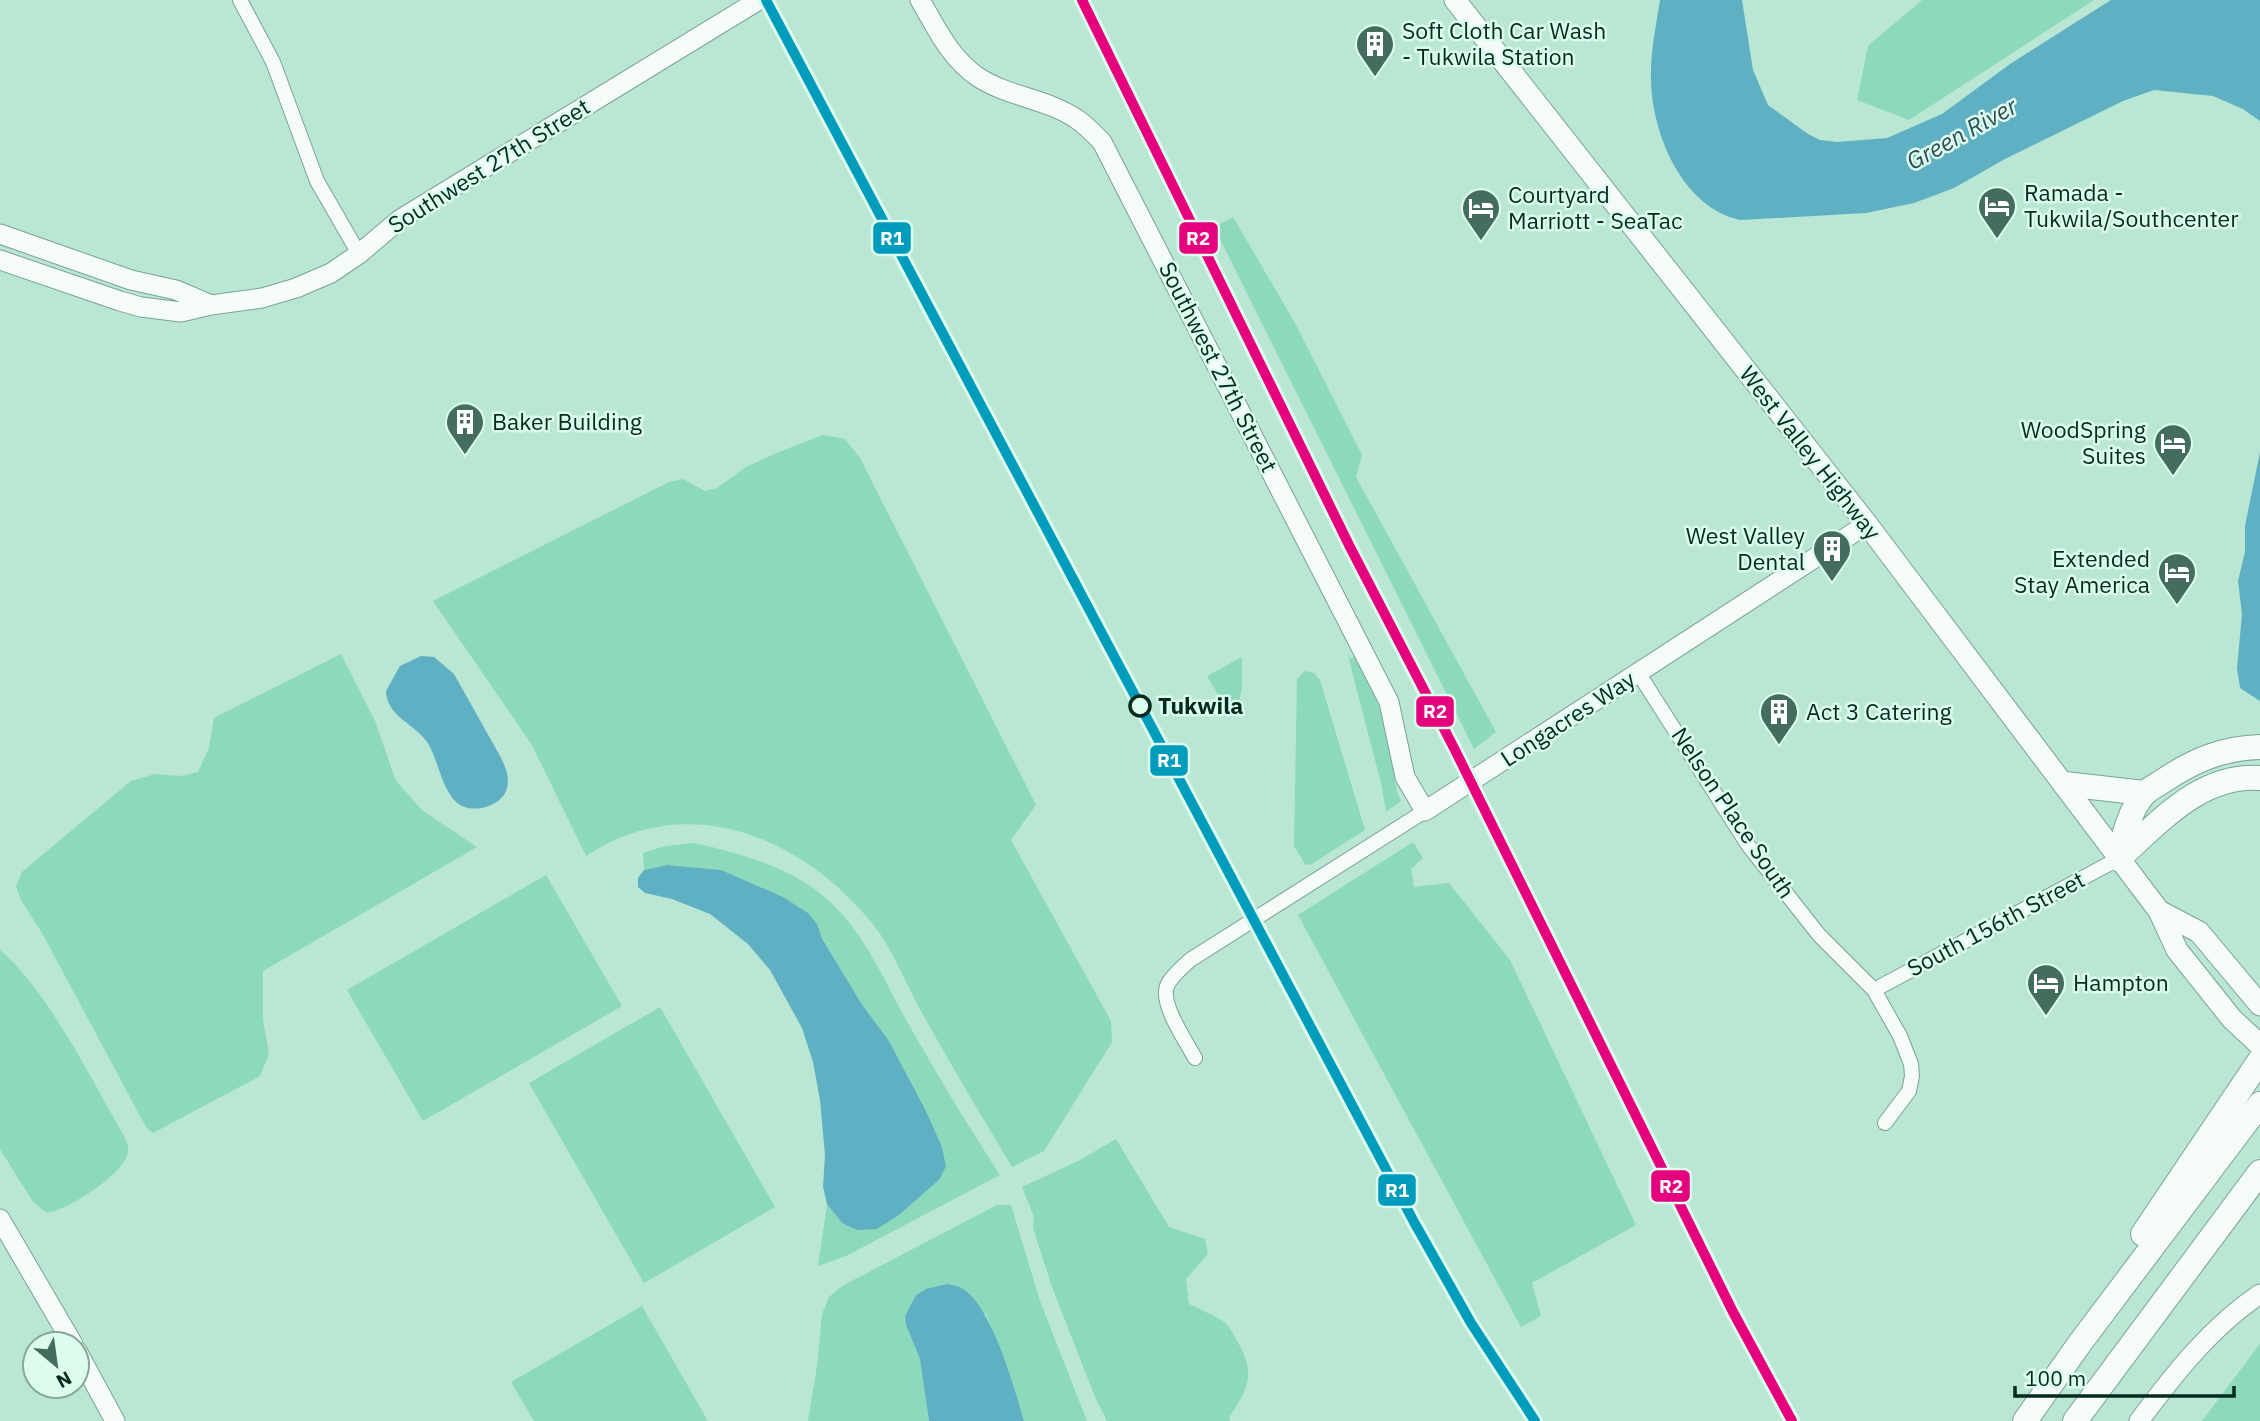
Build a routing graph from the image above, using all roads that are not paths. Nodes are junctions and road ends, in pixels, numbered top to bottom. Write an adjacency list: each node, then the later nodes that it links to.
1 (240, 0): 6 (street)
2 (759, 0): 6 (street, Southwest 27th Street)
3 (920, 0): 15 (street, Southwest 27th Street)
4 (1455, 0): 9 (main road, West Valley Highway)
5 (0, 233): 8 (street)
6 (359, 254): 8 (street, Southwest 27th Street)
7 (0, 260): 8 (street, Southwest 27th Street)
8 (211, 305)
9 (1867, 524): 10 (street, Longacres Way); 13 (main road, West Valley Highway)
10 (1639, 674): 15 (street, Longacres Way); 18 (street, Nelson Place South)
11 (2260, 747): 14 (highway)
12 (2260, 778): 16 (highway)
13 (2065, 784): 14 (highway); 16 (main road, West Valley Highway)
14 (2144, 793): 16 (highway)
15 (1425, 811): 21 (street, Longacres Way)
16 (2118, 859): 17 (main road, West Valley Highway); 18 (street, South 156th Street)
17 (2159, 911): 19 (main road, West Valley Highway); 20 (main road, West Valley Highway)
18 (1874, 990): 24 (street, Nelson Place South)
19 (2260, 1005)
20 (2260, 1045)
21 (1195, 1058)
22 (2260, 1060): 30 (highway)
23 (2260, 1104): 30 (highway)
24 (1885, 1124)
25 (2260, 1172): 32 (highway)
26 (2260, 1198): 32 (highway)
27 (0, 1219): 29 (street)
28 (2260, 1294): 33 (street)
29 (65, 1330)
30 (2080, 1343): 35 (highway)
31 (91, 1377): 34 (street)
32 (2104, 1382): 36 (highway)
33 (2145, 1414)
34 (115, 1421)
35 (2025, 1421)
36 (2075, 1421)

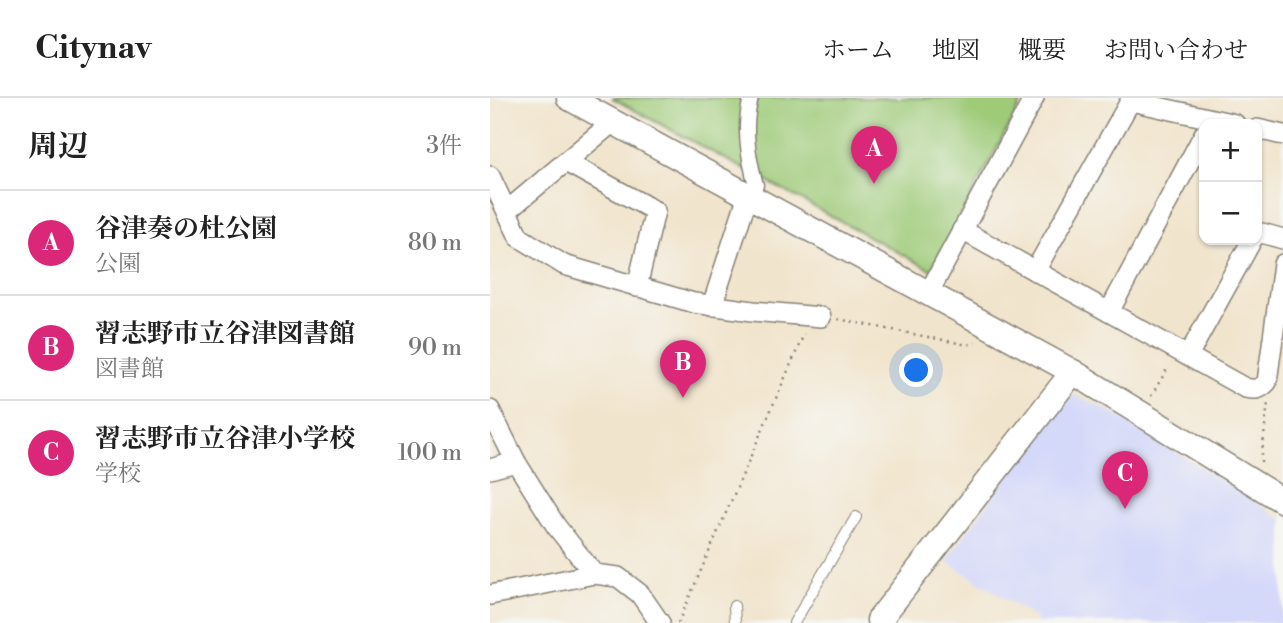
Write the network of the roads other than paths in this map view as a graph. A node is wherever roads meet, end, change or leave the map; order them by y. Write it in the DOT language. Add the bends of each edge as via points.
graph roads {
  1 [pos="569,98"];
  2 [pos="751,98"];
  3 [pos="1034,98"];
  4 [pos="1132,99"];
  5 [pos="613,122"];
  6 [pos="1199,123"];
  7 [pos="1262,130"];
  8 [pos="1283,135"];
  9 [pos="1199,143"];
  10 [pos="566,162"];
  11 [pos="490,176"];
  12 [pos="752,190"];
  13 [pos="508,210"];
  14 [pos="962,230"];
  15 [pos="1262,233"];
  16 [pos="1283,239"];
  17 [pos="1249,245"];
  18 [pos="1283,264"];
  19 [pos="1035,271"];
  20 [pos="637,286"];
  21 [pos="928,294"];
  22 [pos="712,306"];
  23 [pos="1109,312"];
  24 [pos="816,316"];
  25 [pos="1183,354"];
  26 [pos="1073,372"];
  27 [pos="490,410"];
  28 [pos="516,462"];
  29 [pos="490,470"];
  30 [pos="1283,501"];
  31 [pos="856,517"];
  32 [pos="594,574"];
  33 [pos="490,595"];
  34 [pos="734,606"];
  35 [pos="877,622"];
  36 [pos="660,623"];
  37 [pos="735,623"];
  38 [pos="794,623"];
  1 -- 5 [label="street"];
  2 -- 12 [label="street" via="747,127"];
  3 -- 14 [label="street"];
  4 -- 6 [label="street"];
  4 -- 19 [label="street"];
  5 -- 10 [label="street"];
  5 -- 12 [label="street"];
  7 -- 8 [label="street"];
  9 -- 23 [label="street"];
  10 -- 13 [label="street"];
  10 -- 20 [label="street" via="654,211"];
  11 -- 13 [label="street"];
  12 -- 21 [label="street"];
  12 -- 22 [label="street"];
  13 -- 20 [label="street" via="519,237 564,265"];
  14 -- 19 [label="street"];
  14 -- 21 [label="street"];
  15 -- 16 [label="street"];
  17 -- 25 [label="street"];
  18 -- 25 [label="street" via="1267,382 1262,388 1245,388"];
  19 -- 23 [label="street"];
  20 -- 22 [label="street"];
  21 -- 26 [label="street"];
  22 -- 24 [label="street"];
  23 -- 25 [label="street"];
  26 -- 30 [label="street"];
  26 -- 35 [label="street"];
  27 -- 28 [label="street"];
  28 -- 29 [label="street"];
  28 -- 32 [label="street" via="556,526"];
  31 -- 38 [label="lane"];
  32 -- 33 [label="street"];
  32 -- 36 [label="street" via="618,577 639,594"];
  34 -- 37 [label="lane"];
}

++++++

WHAT TO WORK ON:
Without including any picture, retype the entries exactly.

EXERCISE OUTPUT:
Build a routing graph from the image above, using all roads that are not paths. Nodes are junctions and road ends, in pixels, numbered top to bottom. Write an adjacency list: each node, then the later nodes that it links to.
1 (240, 0): 6 (street)
2 (759, 0): 6 (street, Southwest 27th Street)
3 (920, 0): 15 (street, Southwest 27th Street)
4 (1455, 0): 9 (main road, West Valley Highway)
5 (0, 233): 8 (street)
6 (359, 254): 8 (street, Southwest 27th Street)
7 (0, 260): 8 (street, Southwest 27th Street)
8 (211, 305)
9 (1867, 524): 10 (street, Longacres Way); 13 (main road, West Valley Highway)
10 (1639, 674): 15 (street, Longacres Way); 18 (street, Nelson Place South)
11 (2260, 747): 14 (highway)
12 (2260, 778): 16 (highway)
13 (2065, 784): 14 (highway); 16 (main road, West Valley Highway)
14 (2144, 793): 16 (highway)
15 (1425, 811): 21 (street, Longacres Way)
16 (2118, 859): 17 (main road, West Valley Highway); 18 (street, South 156th Street)
17 (2159, 911): 19 (main road, West Valley Highway); 20 (main road, West Valley Highway)
18 (1874, 990): 24 (street, Nelson Place South)
19 (2260, 1005)
20 (2260, 1045)
21 (1195, 1058)
22 (2260, 1060): 30 (highway)
23 (2260, 1104): 30 (highway)
24 (1885, 1124)
25 (2260, 1172): 32 (highway)
26 (2260, 1198): 32 (highway)
27 (0, 1219): 29 (street)
28 (2260, 1294): 33 (street)
29 (65, 1330)
30 (2080, 1343): 35 (highway)
31 (91, 1377): 34 (street)
32 (2104, 1382): 36 (highway)
33 (2145, 1414)
34 (115, 1421)
35 (2025, 1421)
36 (2075, 1421)

Write the network of the roads other than paths in this map view as a graph. A node is wherever roads meet, end, change or leave the map; order them by y. Write it in the DOT language. Add the bends of each edge as via points.
graph roads {
  1 [pos="569,98"];
  2 [pos="751,98"];
  3 [pos="1034,98"];
  4 [pos="1132,99"];
  5 [pos="613,122"];
  6 [pos="1199,123"];
  7 [pos="1262,130"];
  8 [pos="1283,135"];
  9 [pos="1199,143"];
  10 [pos="566,162"];
  11 [pos="490,176"];
  12 [pos="752,190"];
  13 [pos="508,210"];
  14 [pos="962,230"];
  15 [pos="1262,233"];
  16 [pos="1283,239"];
  17 [pos="1249,245"];
  18 [pos="1283,264"];
  19 [pos="1035,271"];
  20 [pos="637,286"];
  21 [pos="928,294"];
  22 [pos="712,306"];
  23 [pos="1109,312"];
  24 [pos="816,316"];
  25 [pos="1183,354"];
  26 [pos="1073,372"];
  27 [pos="490,410"];
  28 [pos="516,462"];
  29 [pos="490,470"];
  30 [pos="1283,501"];
  31 [pos="856,517"];
  32 [pos="594,574"];
  33 [pos="490,595"];
  34 [pos="734,606"];
  35 [pos="877,622"];
  36 [pos="660,623"];
  37 [pos="735,623"];
  38 [pos="794,623"];
  1 -- 5 [label="street"];
  2 -- 12 [label="street" via="747,127"];
  3 -- 14 [label="street"];
  4 -- 6 [label="street"];
  4 -- 19 [label="street"];
  5 -- 10 [label="street"];
  5 -- 12 [label="street"];
  7 -- 8 [label="street"];
  9 -- 23 [label="street"];
  10 -- 13 [label="street"];
  10 -- 20 [label="street" via="654,211"];
  11 -- 13 [label="street"];
  12 -- 21 [label="street"];
  12 -- 22 [label="street"];
  13 -- 20 [label="street" via="519,237 564,265"];
  14 -- 19 [label="street"];
  14 -- 21 [label="street"];
  15 -- 16 [label="street"];
  17 -- 25 [label="street"];
  18 -- 25 [label="street" via="1267,382 1262,388 1245,388"];
  19 -- 23 [label="street"];
  20 -- 22 [label="street"];
  21 -- 26 [label="street"];
  22 -- 24 [label="street"];
  23 -- 25 [label="street"];
  26 -- 30 [label="street"];
  26 -- 35 [label="street"];
  27 -- 28 [label="street"];
  28 -- 29 [label="street"];
  28 -- 32 [label="street" via="556,526"];
  31 -- 38 [label="lane"];
  32 -- 33 [label="street"];
  32 -- 36 [label="street" via="618,577 639,594"];
  34 -- 37 [label="lane"];
}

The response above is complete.